## Material for this task

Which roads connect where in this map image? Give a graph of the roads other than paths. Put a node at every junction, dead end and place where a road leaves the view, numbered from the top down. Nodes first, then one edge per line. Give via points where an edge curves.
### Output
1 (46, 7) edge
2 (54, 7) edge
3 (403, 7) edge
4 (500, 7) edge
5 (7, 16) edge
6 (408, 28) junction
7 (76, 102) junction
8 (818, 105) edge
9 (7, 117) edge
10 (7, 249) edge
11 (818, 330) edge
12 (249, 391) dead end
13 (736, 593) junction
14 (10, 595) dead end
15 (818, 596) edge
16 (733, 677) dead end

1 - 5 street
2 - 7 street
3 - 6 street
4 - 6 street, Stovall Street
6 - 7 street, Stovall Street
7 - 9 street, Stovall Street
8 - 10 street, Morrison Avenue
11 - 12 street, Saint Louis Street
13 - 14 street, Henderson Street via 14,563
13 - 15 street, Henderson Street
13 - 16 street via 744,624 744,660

## Work item
In full and without alteration, write out the data above.

## Exercise solution
Which roads connect where in this map image? Give a graph of the roads other than paths. Put a node at every junction, dead end and place where a road leaves the view, numbered from the top down. Nodes first, then one edge per line. Give via points where an edge curves.
### Output
1 (46, 7) edge
2 (54, 7) edge
3 (403, 7) edge
4 (500, 7) edge
5 (7, 16) edge
6 (408, 28) junction
7 (76, 102) junction
8 (818, 105) edge
9 (7, 117) edge
10 (7, 249) edge
11 (818, 330) edge
12 (249, 391) dead end
13 (736, 593) junction
14 (10, 595) dead end
15 (818, 596) edge
16 (733, 677) dead end

1 - 5 street
2 - 7 street
3 - 6 street
4 - 6 street, Stovall Street
6 - 7 street, Stovall Street
7 - 9 street, Stovall Street
8 - 10 street, Morrison Avenue
11 - 12 street, Saint Louis Street
13 - 14 street, Henderson Street via 14,563
13 - 15 street, Henderson Street
13 - 16 street via 744,624 744,660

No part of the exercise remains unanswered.